晩秋の2ショット

今週に入ってから
あちこちで
積雪状態となったここ北海道。

中でも、日本海側の地域は
11月半ばとは思えないほど
結構な積雪となったようだ。

そのため、
多くの河川では
かなり水位が上昇。

そこに、
当然、濁りも加わるから、
ほとんどの河川で
まともな釣りができないことは
ある程度、想像できていた。

例年であれば、
今は、ちょうど
天塩川を行脚しているシーズン。

ただ今年は、
新たな世界を切り拓こうと
この時季に訪れたことがない
いつもと違う地域のフィールドへと
意識的に足を向けるようにしている。

よって、日本海側河川の増水は
さほど致命的なものだとは
最初から考えていなかったのだ。

とは言え、
日帰りで行ける範囲の中で
雪の影響を回避しようとすれば
ある程度、地域は限定される。

そこで、釣行先として
一気に浮上してきたのが
日高地方を流れる川。

こちらの方面に向かえば
どの川に入るかはさておくとしても、
釣りが成立しないという
最悪の事態だけは
どうやら免れることができそう。

さらに、日高方面の海沿いは
ライブカメラの映像を観ても
雪が積もっている様子は確認できない。

こうして、
向かう方向は決まった。

いつもより少しだけ早起きして
まだ薄暗い夜明けの空の下、
まずは、海沿いに伸びる高規格道路
「日高道」の入口を目指す。

ところでこの地域、
特産のししゃもが
今、旬を迎えている。

日高道ができる前は、
店の軒先に干されたししゃもが
晩秋ならではの情緒を
醸し出していたものだった。

ただ、高規格道路を
利用することが多くなったここ最近は、
こうした昔ながらの風景を
目にする機会が
減ってしまったかもしれない。

便利さと引き換えに
失われゆくものがあるのは、
僕の第2の故郷、
長万部の街と
どこか共通するところが
あるようにも思える。

そうこうしているうちに
車は、新冠川、静内川と
日高地方を流れる
名だたる名川を次々と超えていく。

本当は、これらの河川で
ブラウンとか、シートラウトを
狙うのもアリかなとは考えていた。

ただ、どうにも
水量も水色も気に入らない。

その後、通過することになる
三石川、元浦川も含め、
なんとなく、気配が薄いのだ。

結局、エントリーする場所を
決められないまま、
浦河、様似の街を次々と通過。

ついには、
様似町のはずれを流れる有名河川、
幌満川まで来てしまったのである。

さすがに、
これ以上走り続ける気力もなかったので、
まずは、2週前に
かなりの数のアメマスが
溜まっていたポイントにエントリー。

とりあえずは、
魚の顔でも見ておこうかと
軽く考えていたのだが…

ところが、だった。

先日、ものすごい数
群れていたはずのアメマスが
まるであれは幻だったのかと錯覚するほど
見事なまでに
姿を消していたのである。

いや~、マイッタ。

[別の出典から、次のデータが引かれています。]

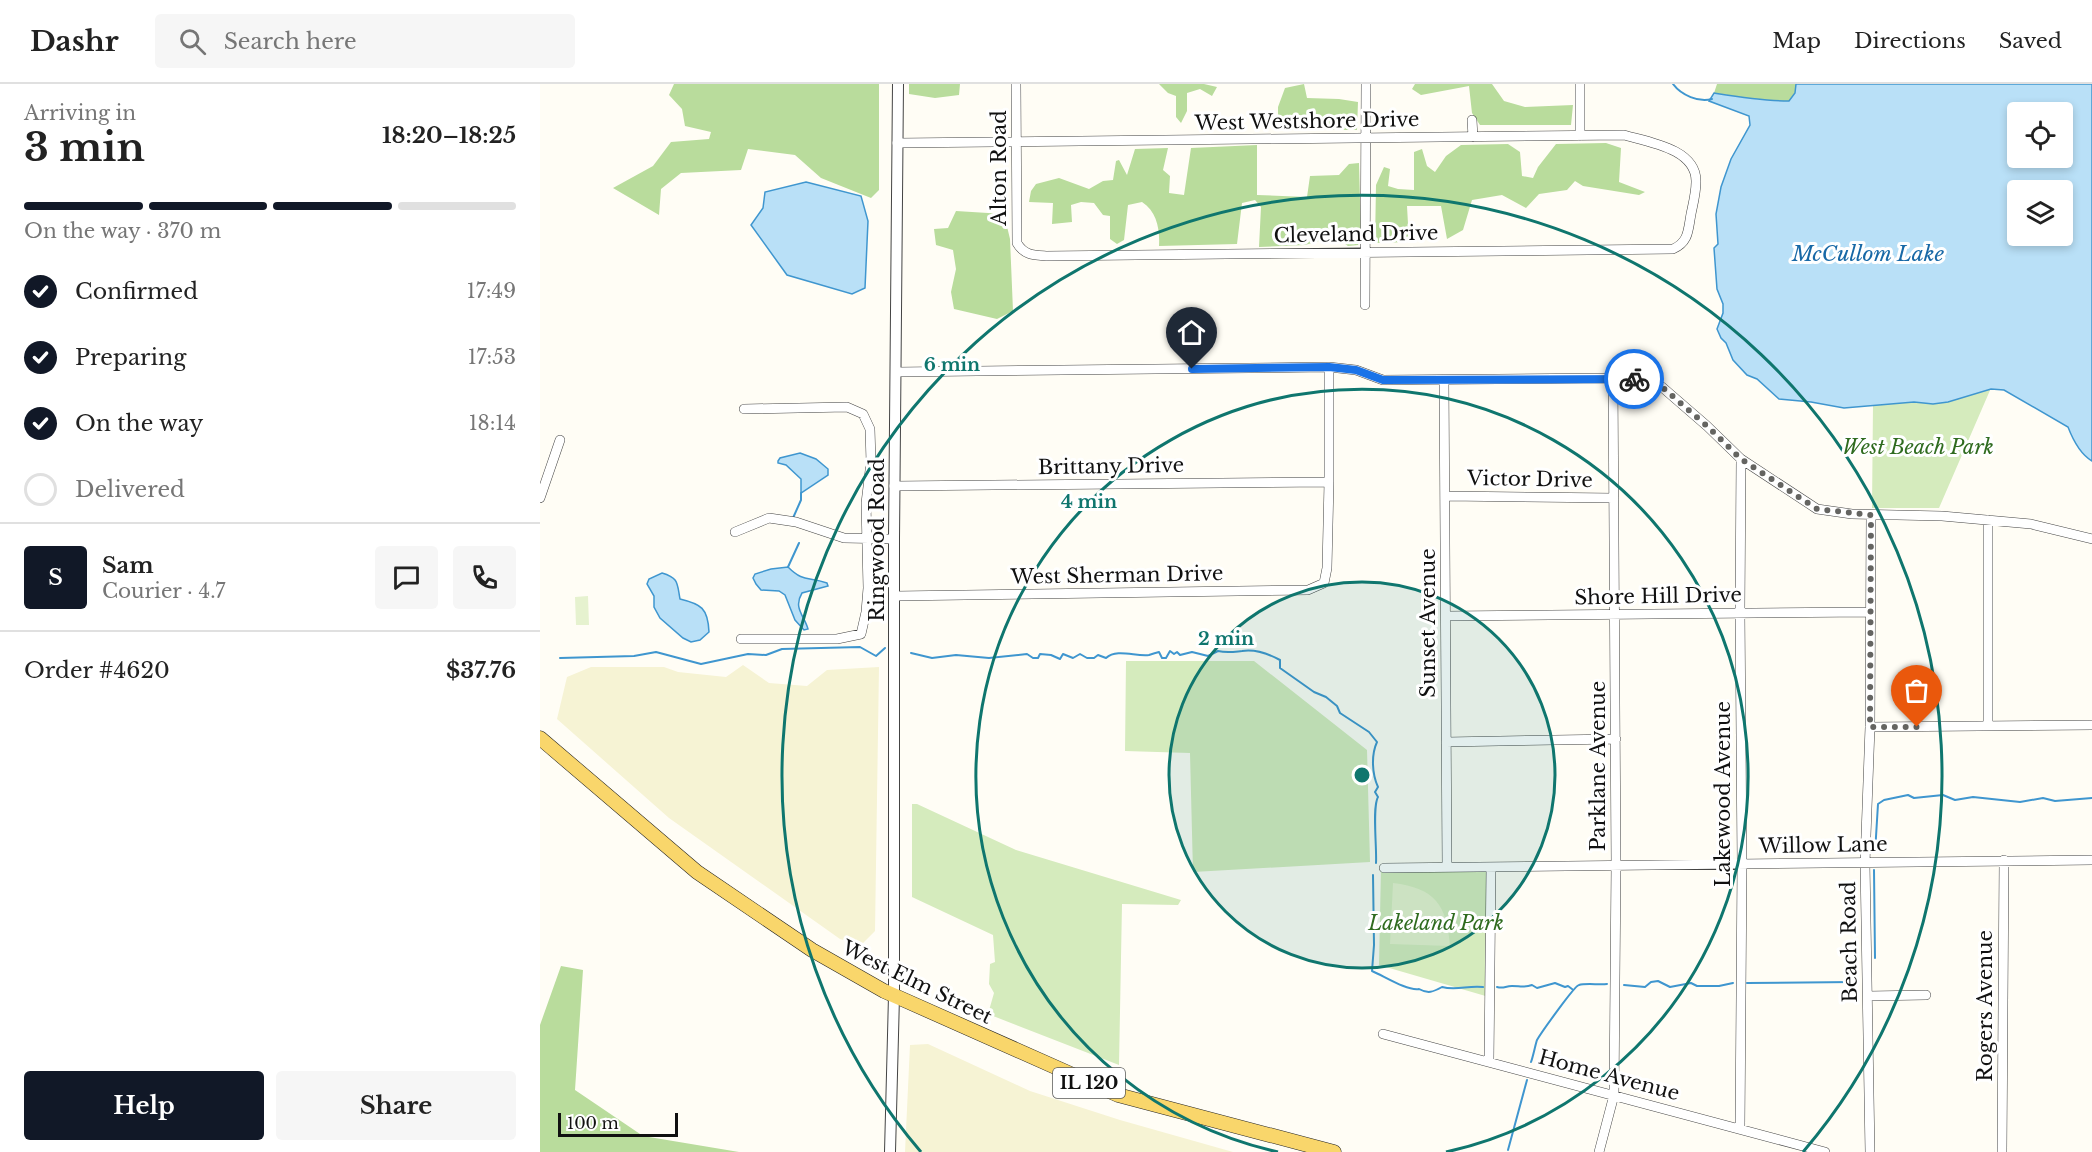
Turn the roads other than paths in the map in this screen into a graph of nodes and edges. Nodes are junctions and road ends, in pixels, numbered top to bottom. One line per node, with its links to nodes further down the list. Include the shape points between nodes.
1 (898, 84): 9 (street, Ringwood Road)
2 (1016, 84): 10 (street, Alton Road)
3 (1366, 84): 8 (street)
4 (1580, 84): 6 (street)
5 (1472, 120): 7 (street)
6 (1580, 136): 7 (street, West Westshore Drive); 11 (street, West Westshore Drive, via 1624,135 1665,147 1693,166 1697,181)
7 (1473, 137): 8 (street, West Westshore Drive)
8 (1366, 138): 10 (street, West Westshore Drive); 13 (street)
9 (897, 143): 10 (street, West Westshore Drive); 16 (street, Ringwood Road)
10 (1016, 143): 12 (street, Alton Road, via 1017,243)
11 (1687, 236): 13 (street, Cleveland Drive, via 1682,245 1673,249)
12 (1021, 250): 13 (street, Cleveland Drive, via 1046,256)
13 (1366, 252): 14 (street)
14 (1365, 305)
15 (1329, 367): 16 (street); 18 (street, via 1356,370 1383,380); 22 (street)
16 (896, 372): 23 (street, Ringwood Road)
17 (1614, 378): 18 (street); 21 (street, via 1643,380 1662,387); 26 (street, Parklane Avenue)
18 (1444, 380): 24 (street, Sunset Avenue)
19 (744, 409): 30 (street, via 847,407 863,414 870,429 871,462)
20 (561, 440): 25 (street)
21 (1741, 459): 27 (street, via 1817,509); 34 (street, Lakewood Avenue)
22 (1329, 482): 23 (street, Brittany Drive); 33 (street, West Sherman Drive, via 1327,568 1324,583 1308,590)
23 (894, 486): 31 (street, Ringwood Road)
24 (1446, 496): 26 (street, Victor Drive); 36 (street, Sunset Avenue)
25 (540, 498)
26 (1614, 498): 37 (street, Parklane Avenue)
27 (1871, 515): 28 (street); 35 (street, Beach Road)
28 (1988, 519): 32 (street, via 2031,524); 40 (street)
29 (735, 532): 30 (street, via 769,518 796,522 844,538)
30 (866, 538): 31 (street); 38 (street, via 868,588 861,634 837,639)
31 (894, 539): 33 (street, Ringwood Road)
32 (2092, 539)
33 (895, 596): 54 (street, Ringwood Road)
34 (1740, 612): 35 (street, Shore Hill Drive); 37 (street, Shore Hill Drive); 48 (street, Lakewood Avenue)
35 (1870, 612): 41 (street, Beach Road)
36 (1447, 616): 37 (street, Shore Hill Drive); 44 (street, Sunset Avenue)
37 (1616, 616): 43 (street, Parklane Avenue)
38 (741, 639)
39 (2092, 725): 40 (street)
40 (1988, 726): 41 (street)
41 (1870, 727): 47 (street, Beach Road)
42 (540, 738): 54 (main road, West Elm Street / IL 120, via 697,873 812,950)
43 (1616, 740): 44 (street); 49 (street, Parklane Avenue)
44 (1446, 742): 50 (street, Sunset Avenue)
45 (2004, 860): 46 (street, Willow Lane); 47 (street, Willow Lane); 65 (street, Rogers Avenue)
46 (2092, 860)
47 (1865, 863): 48 (street, Willow Lane); 55 (street, Beach Road)
48 (1742, 864): 49 (street, Willow Lane); 59 (street, Lakewood Avenue)
49 (1616, 865): 51 (street, Willow Lane); 58 (street, Parklane Avenue)
50 (1447, 867): 51 (street, Willow Lane); 52 (street, Willow Lane)
51 (1491, 867): 57 (street)
52 (1384, 868)
53 (1926, 994): 55 (street)
54 (894, 996): 60 (street, Ringwood Road); 61 (main road, West Elm Street / IL 120, via 1118,1095)
55 (1868, 996): 64 (street, Beach Road)
56 (1383, 1035): 57 (street, Home Avenue)
57 (1489, 1061): 58 (street, Home Avenue)
58 (1614, 1095): 59 (street, Home Avenue); 62 (street, Parklane Avenue)
59 (1740, 1128): 63 (street, Home Avenue)
60 (890, 1152)
61 (1334, 1152)
62 (1599, 1152)
63 (1825, 1152)
64 (1870, 1152)
65 (2002, 1152)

。

早くも大ピンチ、
さてさて、これからどうしようかな?

幸いだったのは、
こんなこともあろうかと
予備として
ショートゲーム用のタックルを
ちゃっかり車に積んできていたこと。

よし、こうなったら
襟裳岬から南十勝方面へ向かって
時間の許す限り
小さな河川を叩いていくことにしよう!

やることは決まった。
早速、地図とにらめっこしながら
エントリーする河川と
スポットのイメージづくりをしていった。

そして、入渓した最初の河川は、
人工建造物の多い貧相な流れ。

それでも小型ながら、
銀色のアメマスが
ミノーに反応してきてくれた。

サイズ的には、
たぶん30cmほどだっただろう。

それでも、
確実に海と行き来していることを
感じさせてくれる魚体。

果たしてこの魚、
貧相な流れに嫌気が差したら
海に降って
ストレスを発散しているのだろうか。

次の河川でも、
小型のアメマスを一尾…

その次の河川でも
小型のアメマスを一尾…

一尾釣ったら移動、
そして、一尾釣ったらまた移動。

こんな超ハイテンポな釣りを展開し、
コンスタントにスコアを重ねていった。

迎えた次の小河川、
そこは岩盤質で、
河川環境も悪くないように思えた。

そして、なんとここで、
思いもよらず
良型のヤマメに出逢うこととなる。

ちょっとした深みに
無理矢理ねじ込んだミノーを
一発で喰ってきたのだ。

サイズは、27cm。

晩秋のこの時期に、
こんな良型のヤマメが
ヒットしてきたこと自体に
まずは最初の驚き。

そして、色のトーンこそ
かなり秋めいてはいるものの、
肌艶も魚体の張りも
ずいぶんと回復が進んでいる。

この点にも、
正直、驚かされたものだ。

それにしてもこの魚、
パーマークの形状が独特で
お腹の斑模様の主張も強い。

本州では、
よく"本ヤマメ"なんて表現が
使われたりするけれど、
原始の姿をとどめているという意味では
もしかすると
共通した部分があるのかもしれない。

この後、近くのポイントからは
都合のいいことに、
アメマスが次々と飛び出してきた。

そう、だからこんな写真を
撮影することが可能になったのだ。

晩秋の2ショット。

これは、僕の釣り人生の中で
はじめて見る新鮮な画だったと思う。

この後、狙いどおりに
お腹がオレンジ色をした
河川残留型のエゾイワナを追加し、
ネットの中は、
トラウトの盛り合わせ状態に。

それにしてもこの川、
魚たちにとっては
楽園のような場所なんだろうな。

そんなこんな、出だしで
大きく躓くことにはなったけれど、
なんとかリカバリーに成功。

さらに、
今まで僕が知ることのなかった
新しい世界にも触れることができて、
ずいぶんと充実した時間を
過ごすことができている。

でも、まだ時間はある。

そして、
その先に待っていたのは、
心躍るような
新鮮な出逢いだったのだ。

次回に続く)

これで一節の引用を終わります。